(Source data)
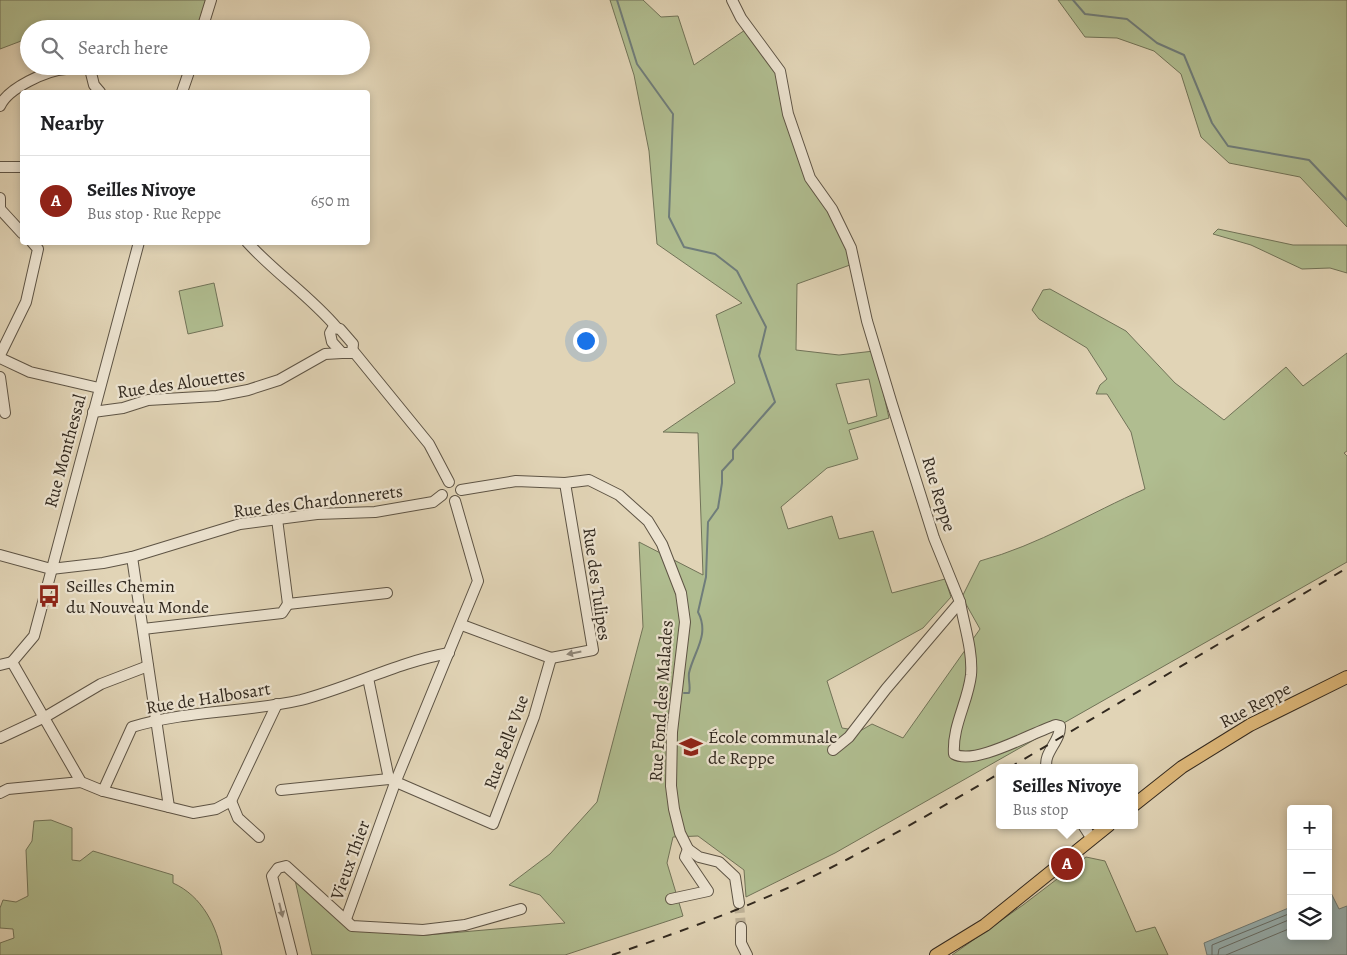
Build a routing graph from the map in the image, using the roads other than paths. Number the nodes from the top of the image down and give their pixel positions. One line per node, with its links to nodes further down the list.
1 (211, 0): 3 (street)
2 (732, 0): 36 (street, Rue Reppe)
3 (205, 20)
4 (46, 75): 9 (street)
5 (91, 75): 7 (street)
6 (188, 75): 8 (street)
7 (98, 90)
8 (183, 90)
9 (0, 106)
10 (20, 167): 11 (street)
11 (0, 168)
12 (0, 198): 13 (street)
13 (20, 231)
14 (35, 245): 21 (street)
15 (138, 245): 23 (street, Rue Monthessal)
16 (250, 245): 17 (street)
17 (333, 332): 18 (street); 19 (street); 20 (street)
18 (354, 352): 19 (street, Rue des Alouettes); 26 (street)
19 (342, 353): 20 (street, Rue des Alouettes)
20 (325, 354): 24 (street, Rue des Alouettes)
21 (0, 357): 23 (street)
22 (0, 377): 25 (street)
23 (99, 388): 24 (street, Rue Monthessal)
24 (93, 412): 34 (street, Rue Monthessal)
25 (5, 414)
26 (449, 482): 28 (street); 29 (street)
27 (565, 482): 28 (street, Rue Fond des Malades); 41 (street, Rue des Tulipes, one-way to 41); 65 (street, Rue Fond des Malades)
28 (461, 490): 30 (street)
29 (442, 495): 30 (street); 31 (street, Rue des Chardonnerets)
30 (455, 501): 38 (street, Vieux Thier)
31 (278, 519): 33 (street, Rue des Chardonnerets); 37 (street)
32 (0, 555): 34 (street)
33 (132, 558): 34 (street, Rue des Chardonnerets); 39 (street)
34 (51, 569): 42 (street, Rue Monthessal)
35 (387, 592): 37 (street)
36 (960, 602): 51 (street); 52 (street, Rue Reppe)
37 (288, 604): 39 (street)
38 (462, 626): 40 (street, Vieux Thier); 41 (street)
39 (143, 629): 44 (street)
40 (450, 653): 46 (street, Rue de Halbosart); 53 (street, Vieux Thier)
41 (551, 658): 53 (street, Rue Belle Vue)
42 (12, 662): 43 (street); 48 (street)
43 (0, 665)
44 (148, 666): 48 (street); 49 (street)
45 (1347, 677): 59 (main road, Rue Reppe)
46 (368, 678): 47 (street, Rue de Halbosart); 53 (street)
47 (277, 704): 49 (street, Rue de Halbosart); 58 (street)
48 (45, 717): 50 (street); 54 (street)
49 (156, 719): 56 (street, Rue de Halbosart); 60 (street)
50 (0, 738)
51 (832, 750)
52 (1048, 764)
53 (392, 781): 55 (street); 69 (street, Vieux Thier)
54 (81, 782): 56 (street); 57 (street)
55 (281, 790)
56 (104, 791): 60 (street)
57 (0, 793)
58 (231, 801): 60 (street); 63 (street)
59 (1138, 802)
60 (169, 807)
61 (1086, 829): 64 (street)
62 (1104, 829): 64 (main road)
63 (259, 837)
64 (1092, 839): 73 (main road)
65 (688, 849): 66 (street, Rue Fond des Malades); 67 (street)
66 (671, 899)
67 (739, 903)
68 (521, 910): 69 (street)
69 (346, 919): 71 (street, Vieux Thier, one-way to 71)
70 (741, 927): 72 (street)
71 (292, 955)
72 (747, 955)
73 (936, 955)

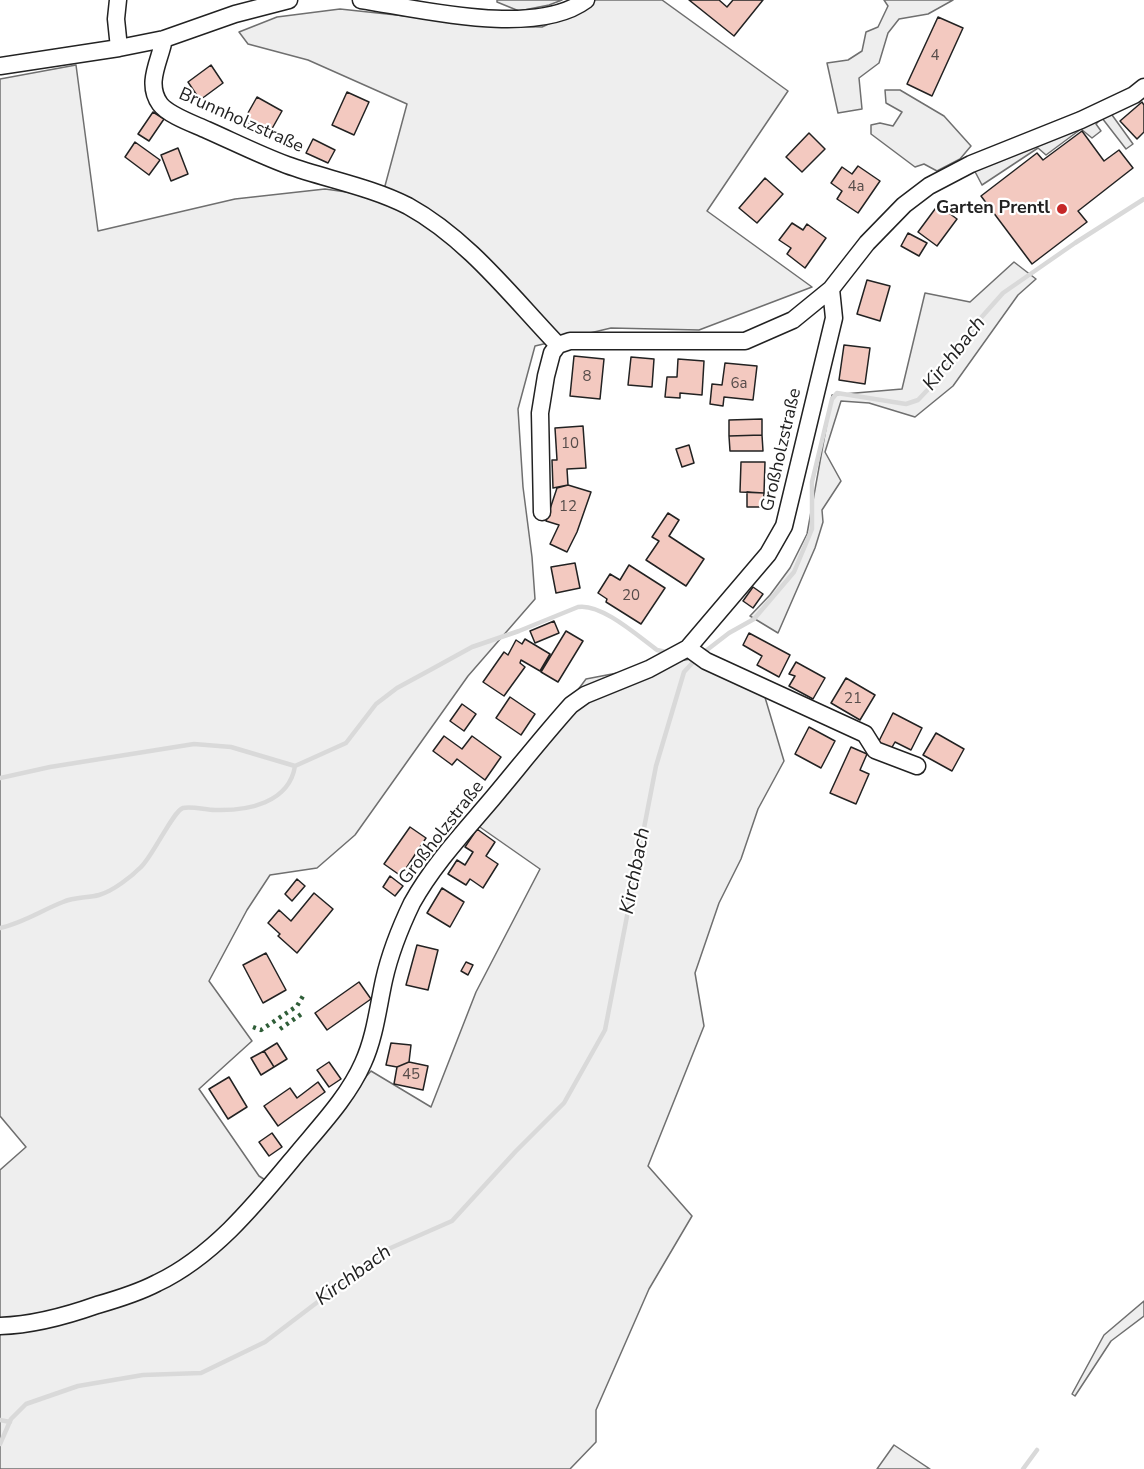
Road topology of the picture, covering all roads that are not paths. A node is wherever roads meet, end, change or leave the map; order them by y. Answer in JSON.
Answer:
{"nodes":[{"id":1,"x":118,"y":0,"type":"edge"},
{"id":2,"x":289,"y":0,"type":"edge"},
{"id":3,"x":361,"y":0,"type":"edge"},
{"id":4,"x":586,"y":0,"type":"edge"},
{"id":5,"x":164,"y":39,"type":"junction"},
{"id":6,"x":119,"y":48,"type":"junction"},
{"id":7,"x":0,"y":66,"type":"edge"},
{"id":8,"x":1144,"y":87,"type":"edge"},
{"id":9,"x":831,"y":288,"type":"junction"},
{"id":10,"x":558,"y":345,"type":"junction"},
{"id":11,"x":542,"y":512,"type":"dead end"},
{"id":12,"x":688,"y":648,"type":"junction"},
{"id":13,"x":917,"y":766,"type":"dead end"},
{"id":14,"x":0,"y":1326,"type":"edge"}],
"edges":[{"from":1,"to":6,"type":"street"},
{"from":2,"to":5,"type":"street"},
{"from":3,"to":4,"type":"street"},
{"from":5,"to":6,"type":"street"},
{"from":5,"to":10,"type":"street","name":"Brunnholzstraße"},
{"from":6,"to":7,"type":"street"},
{"from":8,"to":9,"type":"street"},
{"from":9,"to":10,"type":"street"},
{"from":9,"to":12,"type":"street","name":"Großholzstraße"},
{"from":10,"to":11,"type":"street"},
{"from":12,"to":13,"type":"street"},
{"from":12,"to":14,"type":"street","name":"Großholzstraße"}]}
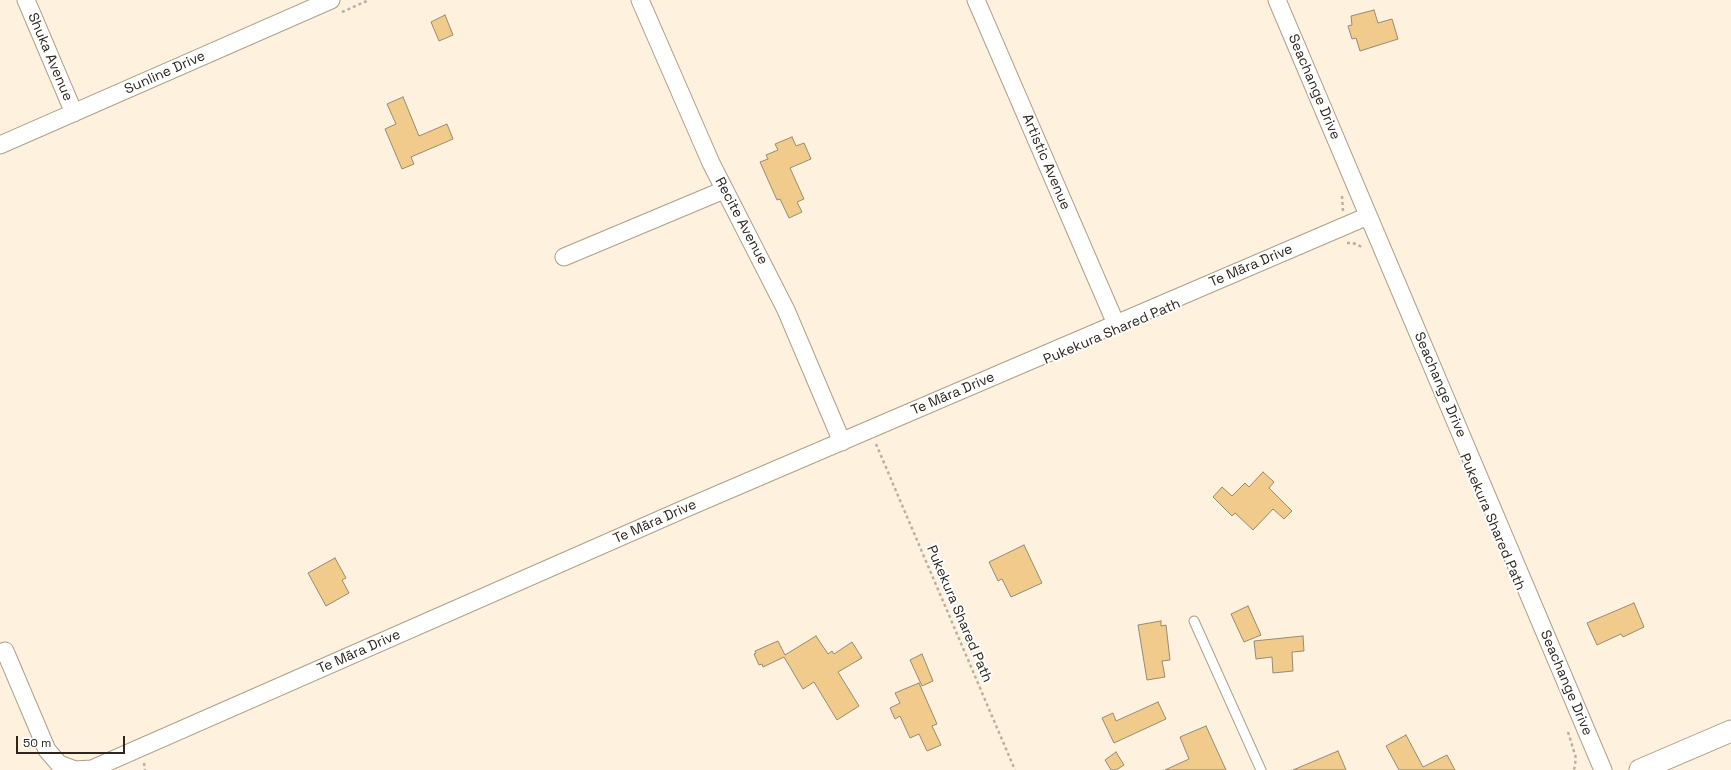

* Required work
Select and copy each line from the data that includes the word "Thier".

* Exercise response
30 (455, 501): 38 (street, Vieux Thier)
38 (462, 626): 40 (street, Vieux Thier); 41 (street)
40 (450, 653): 46 (street, Rue de Halbosart); 53 (street, Vieux Thier)
53 (392, 781): 55 (street); 69 (street, Vieux Thier)
69 (346, 919): 71 (street, Vieux Thier, one-way to 71)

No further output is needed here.